Quote:
- Dwight: [singing to the tune of Billy Joel’s “We Didn’t Start the Fire] Joe McCarthy, Richard Nixon, Studebaker, television, North Korea, South Korea, Marilyn Monroe, Ryan started the fire!!!
Quote:
- Dwight: Everyone. Ok, I have an announcement. Apparently in business school they don’t teach you how to operate a toaster oven. Because some smart, sexy temp left his cheese pita on “oven” instead of timing it for the toaster thing. [holds up burnt pita and laughs maniacally]
Quote:
- Michael: Roy? Who would ya do Roy?
- Roy: Oh, I got it! What’s the name of that tight-ass Christian chick…the blond…?
- Angela: My name is Angela.
Quote:
- Jim: Alright, let’s move onto the main event. “Who would ya do?”
- Kevin: Present company excluded?
- Jim: Not necessarily…
- Kevin: Pam.
- Oscar: Pam.
Quote:
- Michael: Look at this stuff! “Market fragments”, what’s that supposed to mean?
- Ryan: It’s a way of looking at consumers as subsets of a larger client base.
- Michael: You are so smart.

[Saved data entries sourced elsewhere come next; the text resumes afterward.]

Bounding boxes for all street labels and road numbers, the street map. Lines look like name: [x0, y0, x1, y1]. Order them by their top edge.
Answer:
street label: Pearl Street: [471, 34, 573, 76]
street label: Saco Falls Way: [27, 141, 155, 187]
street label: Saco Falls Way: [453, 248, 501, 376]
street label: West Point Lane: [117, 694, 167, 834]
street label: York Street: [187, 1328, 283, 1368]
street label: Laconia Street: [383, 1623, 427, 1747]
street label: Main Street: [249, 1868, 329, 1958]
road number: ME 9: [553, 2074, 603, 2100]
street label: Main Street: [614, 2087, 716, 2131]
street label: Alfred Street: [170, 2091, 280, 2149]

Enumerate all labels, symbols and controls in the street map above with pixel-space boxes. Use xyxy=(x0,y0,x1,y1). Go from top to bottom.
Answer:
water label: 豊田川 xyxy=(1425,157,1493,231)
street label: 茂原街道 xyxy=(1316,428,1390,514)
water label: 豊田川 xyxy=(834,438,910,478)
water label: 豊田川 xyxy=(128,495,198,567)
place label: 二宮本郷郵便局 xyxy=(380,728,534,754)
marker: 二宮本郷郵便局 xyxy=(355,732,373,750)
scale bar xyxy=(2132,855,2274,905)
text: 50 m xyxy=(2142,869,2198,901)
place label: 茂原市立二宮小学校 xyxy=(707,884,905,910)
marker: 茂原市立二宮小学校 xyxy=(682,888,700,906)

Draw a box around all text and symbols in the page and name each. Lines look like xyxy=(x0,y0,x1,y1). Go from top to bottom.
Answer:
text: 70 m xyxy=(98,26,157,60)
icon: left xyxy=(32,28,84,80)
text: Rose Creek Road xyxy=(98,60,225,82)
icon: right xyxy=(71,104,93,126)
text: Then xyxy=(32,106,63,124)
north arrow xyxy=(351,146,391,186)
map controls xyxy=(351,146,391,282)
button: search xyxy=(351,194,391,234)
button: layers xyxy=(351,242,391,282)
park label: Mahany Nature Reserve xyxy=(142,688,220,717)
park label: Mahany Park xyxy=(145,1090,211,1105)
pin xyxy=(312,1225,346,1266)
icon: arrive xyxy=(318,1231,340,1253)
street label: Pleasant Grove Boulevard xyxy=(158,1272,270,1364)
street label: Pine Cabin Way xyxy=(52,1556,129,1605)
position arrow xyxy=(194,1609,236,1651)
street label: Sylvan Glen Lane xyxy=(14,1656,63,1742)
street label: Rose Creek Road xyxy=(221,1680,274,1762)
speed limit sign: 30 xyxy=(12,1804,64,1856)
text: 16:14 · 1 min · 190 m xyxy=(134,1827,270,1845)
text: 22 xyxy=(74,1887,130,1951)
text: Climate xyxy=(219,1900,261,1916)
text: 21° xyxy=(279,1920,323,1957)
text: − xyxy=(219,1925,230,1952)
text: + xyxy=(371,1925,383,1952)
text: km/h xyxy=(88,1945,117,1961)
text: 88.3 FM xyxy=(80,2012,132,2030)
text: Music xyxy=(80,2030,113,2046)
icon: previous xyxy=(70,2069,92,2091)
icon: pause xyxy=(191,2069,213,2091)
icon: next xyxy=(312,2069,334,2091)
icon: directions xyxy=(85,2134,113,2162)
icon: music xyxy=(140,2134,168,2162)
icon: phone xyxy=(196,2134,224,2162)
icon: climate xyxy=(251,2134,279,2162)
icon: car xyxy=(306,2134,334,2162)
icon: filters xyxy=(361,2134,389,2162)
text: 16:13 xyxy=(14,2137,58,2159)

You are so f-ing smart. You should be teaching me.
Quote:
- Michael: I did not go to business school. You know who else didn’t go to business school? LeBron James, Tracy McGrady, Kobe Bryant. They went right from high school to the NBA. So…so it’s not the same thing, at all.
Quote:
- Ryan: Is it cheaper to sign a new customer or keep an existing customer?
- Dwight: Keep an existing…
- Michael: [to Dwight] Shut it! Can I just do it please? [to Ryan] It’s equal…
- Ryan: It is 10 times more expensive to sign a new customer.
- Michael: Ok yes, it was a trick question.
- Dwight: Look he didn’t need business school. Michael comes from the school of hard-knocks. Self-taught…
Quote:
- Michael: When I was Ryan’s age, I worked in a fast food restaurant to save up money for school. And then I lost it in a pyramid scheme, but I learned more about business right then and there, than business school would ever teach me – or Ryan would ever teach me.
Quote:
- Michael: Is this your car Ryan? Pretty big books back there! Hello Mr. Egghead. Oh, Stanley Kaplan, I know him. “M is for Murder”, “P is for…”
- Ryan: That’s actually a test prep book. That’s a test prep for business school…
- Michael: Oh? Thinking of going to business school?
- Ryan: I just got in. I applied. I go at night.
- Michael: Oh really? So you think you know a lot about business?
- Ryan: No. Not yet. Just started…
- Michael: Quiz me.
- Ryan: I wouldn’t even know where to start.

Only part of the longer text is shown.